A comparative analysis of intimate behavior among female bulimics in residential treatment, female bulimics in outpatient therapy, and non-eating disordered women
Clinical and empirical evidence suggest that bulimic women experience difficulty with interpersonal relationships. In this study, I attempted to discern whether bulimic women have greater relational difficulties than do women without eating disorders. Volunteers constituted one of three groups: 40 bulimics in the first week of treatment in a residential treatment center, 16 bulimics in outpatient therapy, and 83 non-eating disordered females. Participants completed these self-report inventories: McGill's Disclosure Questionnaire, Eating Disorder Inventory, Family Adaptability and Cohesion Evaluation Scale, and Body Esteem Scale.
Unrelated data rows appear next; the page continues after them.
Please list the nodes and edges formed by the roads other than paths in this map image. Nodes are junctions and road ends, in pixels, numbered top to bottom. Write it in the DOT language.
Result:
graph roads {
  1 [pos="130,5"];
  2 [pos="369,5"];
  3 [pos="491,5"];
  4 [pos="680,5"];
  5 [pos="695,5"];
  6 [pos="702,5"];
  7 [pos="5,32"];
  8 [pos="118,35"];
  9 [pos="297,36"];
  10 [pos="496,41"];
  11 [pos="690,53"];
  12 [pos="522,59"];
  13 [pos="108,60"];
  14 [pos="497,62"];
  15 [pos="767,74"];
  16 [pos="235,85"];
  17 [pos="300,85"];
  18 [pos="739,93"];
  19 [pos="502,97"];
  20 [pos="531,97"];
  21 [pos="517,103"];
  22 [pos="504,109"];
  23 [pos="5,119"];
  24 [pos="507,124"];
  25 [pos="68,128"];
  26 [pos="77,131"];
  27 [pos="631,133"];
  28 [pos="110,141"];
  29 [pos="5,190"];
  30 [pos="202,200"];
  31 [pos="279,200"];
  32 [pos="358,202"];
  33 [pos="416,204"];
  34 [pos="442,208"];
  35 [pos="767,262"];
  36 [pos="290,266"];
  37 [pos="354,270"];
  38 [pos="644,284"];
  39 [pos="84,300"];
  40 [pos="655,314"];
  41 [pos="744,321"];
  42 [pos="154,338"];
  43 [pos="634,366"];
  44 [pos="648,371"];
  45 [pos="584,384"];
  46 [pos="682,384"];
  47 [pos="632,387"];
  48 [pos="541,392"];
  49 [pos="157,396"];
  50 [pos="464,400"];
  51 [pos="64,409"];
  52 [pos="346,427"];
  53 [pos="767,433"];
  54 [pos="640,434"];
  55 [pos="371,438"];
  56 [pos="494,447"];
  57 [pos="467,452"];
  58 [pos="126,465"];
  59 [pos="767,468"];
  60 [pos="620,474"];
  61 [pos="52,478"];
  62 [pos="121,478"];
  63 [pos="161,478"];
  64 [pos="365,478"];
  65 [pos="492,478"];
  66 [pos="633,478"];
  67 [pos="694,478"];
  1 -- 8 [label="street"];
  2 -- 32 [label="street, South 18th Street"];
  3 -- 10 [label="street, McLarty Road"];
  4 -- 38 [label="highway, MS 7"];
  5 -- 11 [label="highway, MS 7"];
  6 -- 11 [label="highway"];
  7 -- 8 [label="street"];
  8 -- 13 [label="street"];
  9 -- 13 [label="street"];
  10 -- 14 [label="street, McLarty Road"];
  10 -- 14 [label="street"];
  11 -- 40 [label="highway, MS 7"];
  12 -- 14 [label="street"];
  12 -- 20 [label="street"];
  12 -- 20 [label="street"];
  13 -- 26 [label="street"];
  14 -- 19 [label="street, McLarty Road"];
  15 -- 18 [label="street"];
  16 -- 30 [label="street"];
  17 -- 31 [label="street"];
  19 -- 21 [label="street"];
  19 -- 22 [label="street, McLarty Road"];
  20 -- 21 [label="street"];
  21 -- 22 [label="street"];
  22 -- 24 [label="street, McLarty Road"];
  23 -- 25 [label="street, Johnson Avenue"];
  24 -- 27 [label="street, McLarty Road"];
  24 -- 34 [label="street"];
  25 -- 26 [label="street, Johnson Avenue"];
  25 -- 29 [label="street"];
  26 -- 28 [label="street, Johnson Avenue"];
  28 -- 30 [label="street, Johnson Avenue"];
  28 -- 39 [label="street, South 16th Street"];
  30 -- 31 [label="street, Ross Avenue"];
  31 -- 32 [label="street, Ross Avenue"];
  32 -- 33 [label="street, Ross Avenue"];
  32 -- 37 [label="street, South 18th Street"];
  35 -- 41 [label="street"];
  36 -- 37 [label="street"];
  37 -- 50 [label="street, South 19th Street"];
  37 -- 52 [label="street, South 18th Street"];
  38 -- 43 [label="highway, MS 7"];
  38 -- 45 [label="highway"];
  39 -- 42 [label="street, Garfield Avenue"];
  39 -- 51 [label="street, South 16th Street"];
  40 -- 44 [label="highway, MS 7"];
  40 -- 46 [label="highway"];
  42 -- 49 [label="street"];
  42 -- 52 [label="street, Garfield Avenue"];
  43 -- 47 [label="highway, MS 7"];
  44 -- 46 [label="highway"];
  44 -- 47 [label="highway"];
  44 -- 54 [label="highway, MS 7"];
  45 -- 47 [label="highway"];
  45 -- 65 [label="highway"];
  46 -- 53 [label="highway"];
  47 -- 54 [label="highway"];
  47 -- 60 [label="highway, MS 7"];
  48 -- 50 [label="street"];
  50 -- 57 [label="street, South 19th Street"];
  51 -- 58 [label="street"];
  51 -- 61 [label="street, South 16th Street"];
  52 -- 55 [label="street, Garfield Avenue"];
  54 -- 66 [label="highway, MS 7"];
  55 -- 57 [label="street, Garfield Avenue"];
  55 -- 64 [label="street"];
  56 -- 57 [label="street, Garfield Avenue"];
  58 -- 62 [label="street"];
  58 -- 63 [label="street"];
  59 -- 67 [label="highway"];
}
Analysis of covariance revealed that inpatient bulimics disclosed significantly less information to their spouse or intimate other than did outpatient bulimics and non-eating disordered women. Inpatient bulimics also shared significantly less information with their parents and female friends than did the non-eating disordered comparison group. The research also demonstrated significant differences in perceived family environment and body esteem among the groups. The relationship between these factors and intimacy was examined.
Santoro, Linda Edith, "A comparative analysis of intimate behavior among female bulimics in residential treatment, female bulimics in outpatient therapy, and non-eating disordered women" (1992). Dissertations available from ProQuest. AAI9227759.